Wind Powered Energy

Jeff Siegel

Updated September 26, 2007

I’m sure you’ve seen and heard it by now: The unmistakable voice and rhythms of the original Sunshine Superman himself, encouraging a rustic lad in a vaguely once-upon-a-time Alpine setting to "try and catch the wind."

It is, of course, an ad for GE – catching the wind with their state of the art wind turbine technology. (The juxtaposition of Donovan and Jack Welch’s old company is a bit jarring, to say the least.) It’s among the latest masterful pieces of Boomer-targeted advertising from a global industrial behemoth hitching its wagon to the alternative energy technology star.

And as such it’s a little misleading. Sure, GE’s windmills catch the wind, but that’s where it ends. What that inventive lad in the ad has actually done, with his raised Mason jar and journey to Grandfather’s house, is devise a way to store that wind energy and transmit it over a great distance.

Storing and transmitting energy from alternative sources, whether from solar or wind has been the Holy Grail of the alternative energy crusaders for decades.

And miraculously, it looks like the Grail might finally be within reach.

It’s called the Sodium-Sulphur battery – or NAS for short – and it represents a quantum leap in energy storage technology, with the potential to bring alternative energy resources – wind in particular – from the fringes to the grid mainstream.

I don’t have to tell you all the pros and cons of wind energy. Suffice it to say that it works best when the wind’s blowing during times of peak demand, traditionally daytime hours. But here’s a funny thing: the wind generally blows strongest at night, during times of lower demand.

That’s right – wind turbines are most efficient during times of least demand. That translates into a lot of wasted energy.

NAS batteries, though, not only store the energy generated by the turbines, but also release it back into the grid during daytime voltage drops and times of peak load. And then charges back up that same night.

Now, they’re not small: they’ve been compared in size to a double-decker bus. And to be honest, at present they’re not very cheap. According to recent USA Today articles, a NAS battery can cost anywhere from $2,500 to $4,500 per kilowatt.

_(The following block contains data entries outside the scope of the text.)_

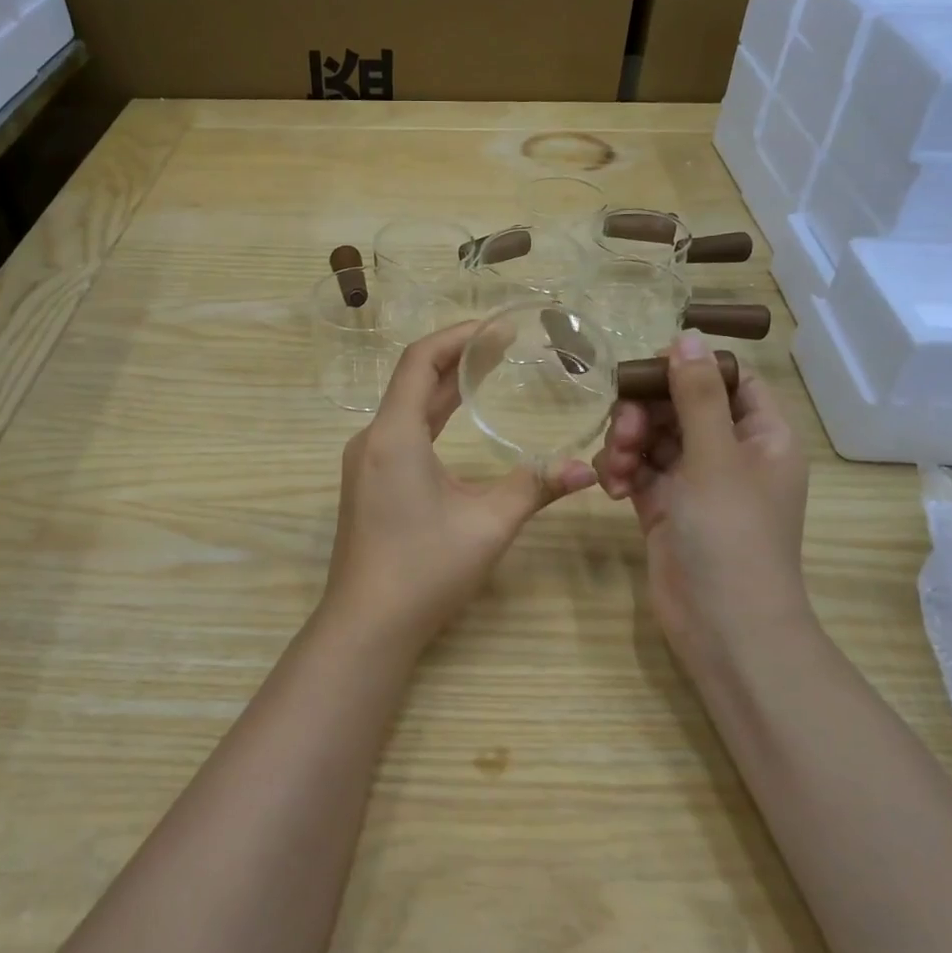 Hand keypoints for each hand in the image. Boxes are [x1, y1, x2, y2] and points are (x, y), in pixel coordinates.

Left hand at [323, 322, 595, 644]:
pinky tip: (459, 421)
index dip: (458, 336)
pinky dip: (432, 416)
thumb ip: (534, 488)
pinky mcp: (367, 483)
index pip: (420, 361)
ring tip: (488, 370)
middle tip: (505, 344)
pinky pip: (400, 432)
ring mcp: (364, 462)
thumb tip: (586, 470)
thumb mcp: (487, 524)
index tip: (498, 327)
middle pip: (413, 379)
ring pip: (406, 407)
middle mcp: (372, 439)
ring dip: (444, 387)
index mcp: (394, 435)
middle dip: (457, 357)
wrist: (367, 624)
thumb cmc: (424, 569)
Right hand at [592, 333, 812, 671]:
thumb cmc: (732, 535)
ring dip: (628, 444)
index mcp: (761, 436)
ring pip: (653, 438)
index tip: (649, 368)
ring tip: (618, 470)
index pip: (730, 381)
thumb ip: (696, 396)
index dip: (691, 368)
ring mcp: (694, 483)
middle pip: (681, 407)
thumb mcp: (715, 457)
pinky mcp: (664, 508)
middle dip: (646, 413)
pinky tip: (614, 491)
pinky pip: (638, 472)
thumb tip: (686, 336)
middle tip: (625, 431)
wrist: (722, 626)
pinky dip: (622, 474)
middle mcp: (729, 454) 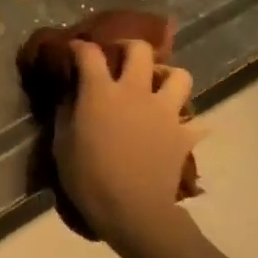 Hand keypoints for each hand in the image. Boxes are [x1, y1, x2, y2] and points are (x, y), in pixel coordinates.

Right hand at [53, 40, 202, 245]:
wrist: (133, 210)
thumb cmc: (88, 176)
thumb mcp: (62, 143)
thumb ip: (66, 111)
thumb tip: (71, 94)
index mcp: (101, 92)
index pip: (90, 53)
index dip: (80, 47)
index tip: (74, 50)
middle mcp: (136, 92)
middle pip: (141, 51)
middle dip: (129, 47)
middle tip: (120, 58)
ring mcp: (165, 111)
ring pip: (179, 75)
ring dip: (167, 77)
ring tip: (157, 88)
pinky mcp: (184, 134)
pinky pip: (195, 121)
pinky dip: (187, 122)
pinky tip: (175, 129)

But the benefits are tremendous and potentially revolutionary. The combined carbon dioxide production of the wind turbine and the battery is zero. The batteries can deliver enough electricity to generate a small shopping center for seven hours at a stretch. One battery, in fact, reportedly can hold the energy produced by a single large wind machine in a day. They give back about 80 percent of the electricity put into them during nightly recharging. And they’re relatively portable, meaning they can be moved from one location to another to address specific needs.

And as one expert is quoted as saying, "If we ever really do get cheap storage…that’s a game changer"

At least one utility is ready to start changing the game. According to USA Today, American Electric Power (AEP) has seen the future in NAS storage and is preparing to install these batteries on a scale that’s never been undertaken before. Over the next 10 years AEP hopes to have 25 megawatts of NAS battery storage in place on its system.

AEP will be using NAS batteries produced by NGK Insulators, Inc. NGK developed their NAS batteries with Tokyo Electric Power Company. It’s been a risky venture, but after extensive testing and demonstration at a TEPCO substation, NGK believes that the prospect of commercial utilization has finally been achieved.

And it looks like the Nikkei agrees. Take a look at NGK’s performance on the Tokyo Stock Exchange over the past year:

(Chart prices are in Japanese yen.)

Storing energy from both traditional and alternative energy sources could well be the key to economical, efficient energy that offsets the environmental degradation of the past century. For now, NAS batteries are charged with a tremendous amount of promise.